(Exercise material)
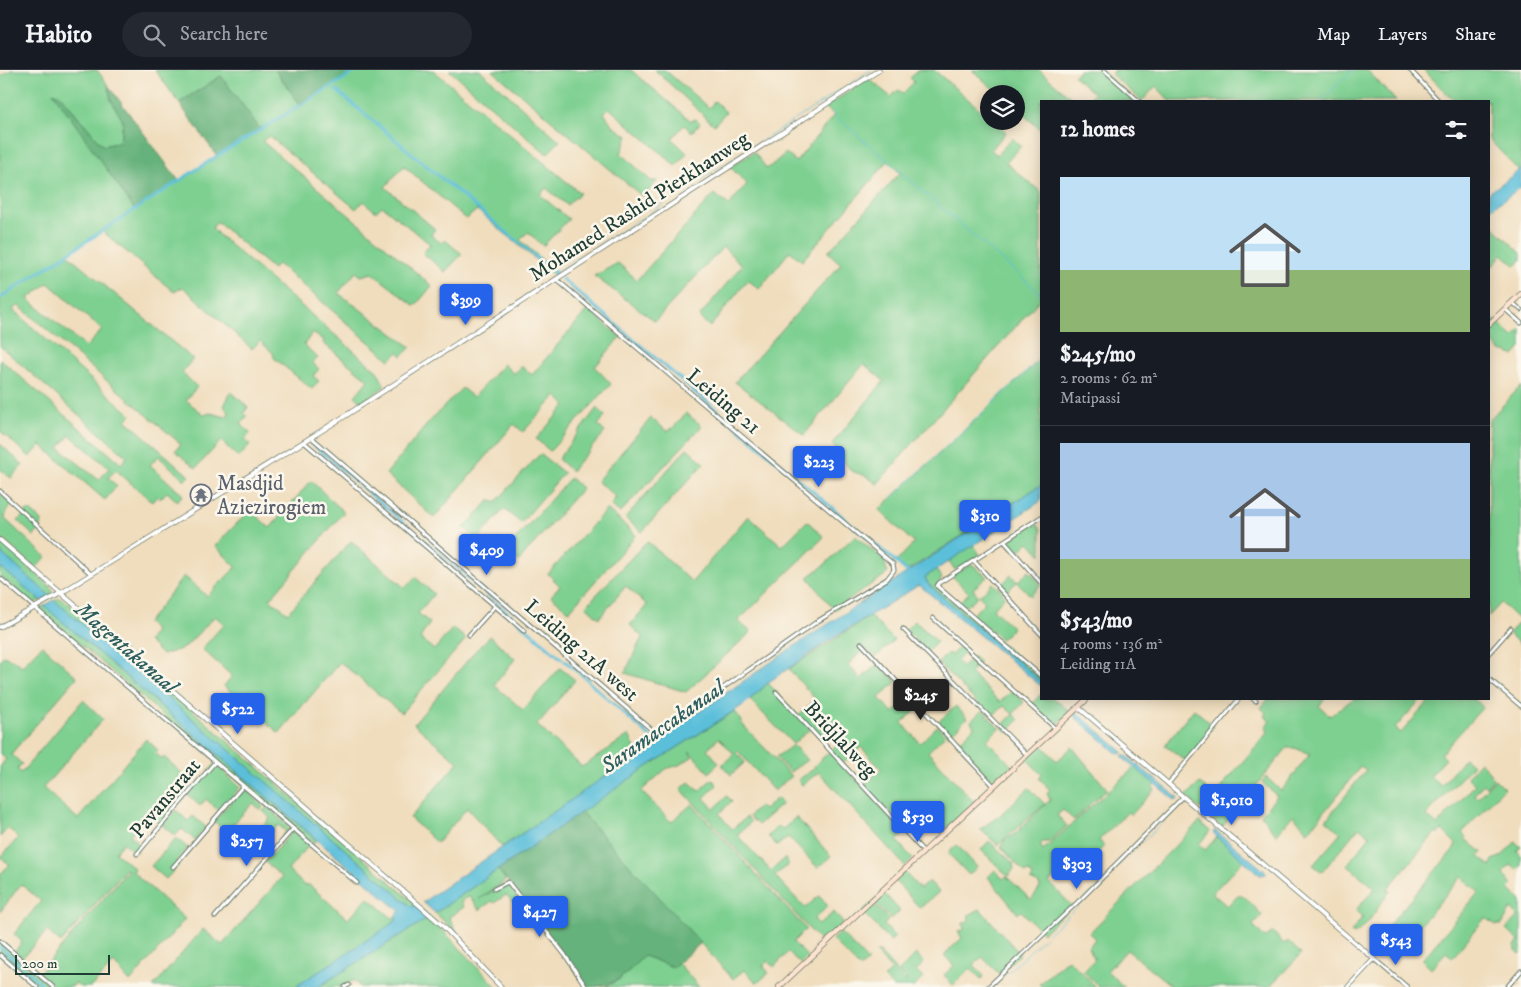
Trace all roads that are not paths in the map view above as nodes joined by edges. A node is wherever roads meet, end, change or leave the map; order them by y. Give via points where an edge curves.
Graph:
(End Exercise material)
(Exercise material)
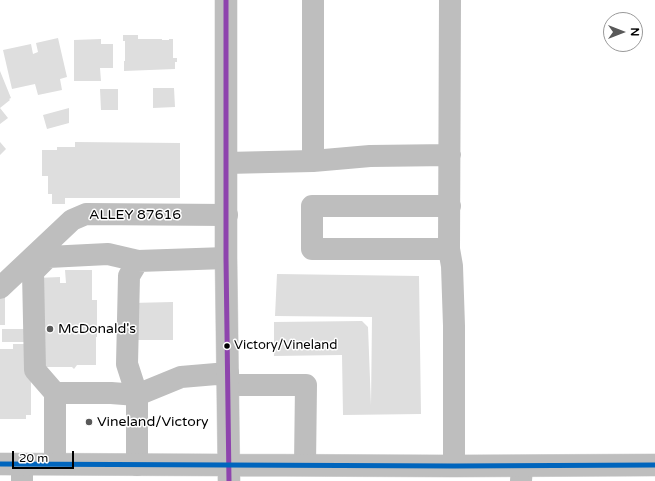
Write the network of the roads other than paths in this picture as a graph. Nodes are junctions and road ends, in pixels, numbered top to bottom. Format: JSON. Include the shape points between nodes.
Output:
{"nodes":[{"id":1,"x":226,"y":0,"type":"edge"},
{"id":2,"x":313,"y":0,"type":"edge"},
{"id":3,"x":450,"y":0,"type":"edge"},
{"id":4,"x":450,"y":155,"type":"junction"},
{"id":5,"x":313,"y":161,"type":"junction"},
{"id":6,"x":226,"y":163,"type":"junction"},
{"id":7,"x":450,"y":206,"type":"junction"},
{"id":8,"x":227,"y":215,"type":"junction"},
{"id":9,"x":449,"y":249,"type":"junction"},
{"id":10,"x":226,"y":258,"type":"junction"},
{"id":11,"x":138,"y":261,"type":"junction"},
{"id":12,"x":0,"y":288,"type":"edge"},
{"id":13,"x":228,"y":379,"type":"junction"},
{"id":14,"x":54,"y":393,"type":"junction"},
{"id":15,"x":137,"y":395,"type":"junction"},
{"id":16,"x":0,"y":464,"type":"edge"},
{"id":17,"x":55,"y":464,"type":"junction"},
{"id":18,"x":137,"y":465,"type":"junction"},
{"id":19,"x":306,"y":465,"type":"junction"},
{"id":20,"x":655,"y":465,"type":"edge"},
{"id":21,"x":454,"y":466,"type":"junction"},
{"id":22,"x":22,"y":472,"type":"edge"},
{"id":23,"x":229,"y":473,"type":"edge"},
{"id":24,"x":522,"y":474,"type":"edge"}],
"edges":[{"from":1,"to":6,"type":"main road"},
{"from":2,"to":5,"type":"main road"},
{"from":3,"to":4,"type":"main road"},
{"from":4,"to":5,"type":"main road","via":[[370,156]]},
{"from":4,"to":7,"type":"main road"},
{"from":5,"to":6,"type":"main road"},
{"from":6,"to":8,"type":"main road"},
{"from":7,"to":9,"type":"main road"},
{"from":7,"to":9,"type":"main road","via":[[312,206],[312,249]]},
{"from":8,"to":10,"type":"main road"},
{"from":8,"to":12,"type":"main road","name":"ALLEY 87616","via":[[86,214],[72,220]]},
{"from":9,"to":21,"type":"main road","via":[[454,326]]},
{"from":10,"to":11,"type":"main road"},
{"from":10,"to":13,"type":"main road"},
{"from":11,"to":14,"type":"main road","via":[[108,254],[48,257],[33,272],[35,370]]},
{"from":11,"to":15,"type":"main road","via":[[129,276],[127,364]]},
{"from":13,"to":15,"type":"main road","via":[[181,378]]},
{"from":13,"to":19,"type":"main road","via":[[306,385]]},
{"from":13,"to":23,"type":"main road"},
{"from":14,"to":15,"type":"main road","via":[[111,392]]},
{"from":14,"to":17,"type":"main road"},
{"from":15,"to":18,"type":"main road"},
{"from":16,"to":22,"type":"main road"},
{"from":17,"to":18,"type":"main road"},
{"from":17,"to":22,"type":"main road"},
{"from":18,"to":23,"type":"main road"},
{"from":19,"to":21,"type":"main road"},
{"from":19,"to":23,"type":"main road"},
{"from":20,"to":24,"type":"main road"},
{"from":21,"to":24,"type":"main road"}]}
(End Exercise material)
◆ **Prompt**
Which lines of the data contain the string "paths"? Copy each of them.

◆ **Expected answer**
Trace all roads that are not paths in the map view above as nodes joined by edges. A node is wherever roads meet, end, change or leave the map; order them by y. Give via points where an edge curves.
Write the network of the roads other than paths in this picture as a graph. Nodes are junctions and road ends, in pixels, numbered top to bottom. Format: JSON. Include the shape points between nodes.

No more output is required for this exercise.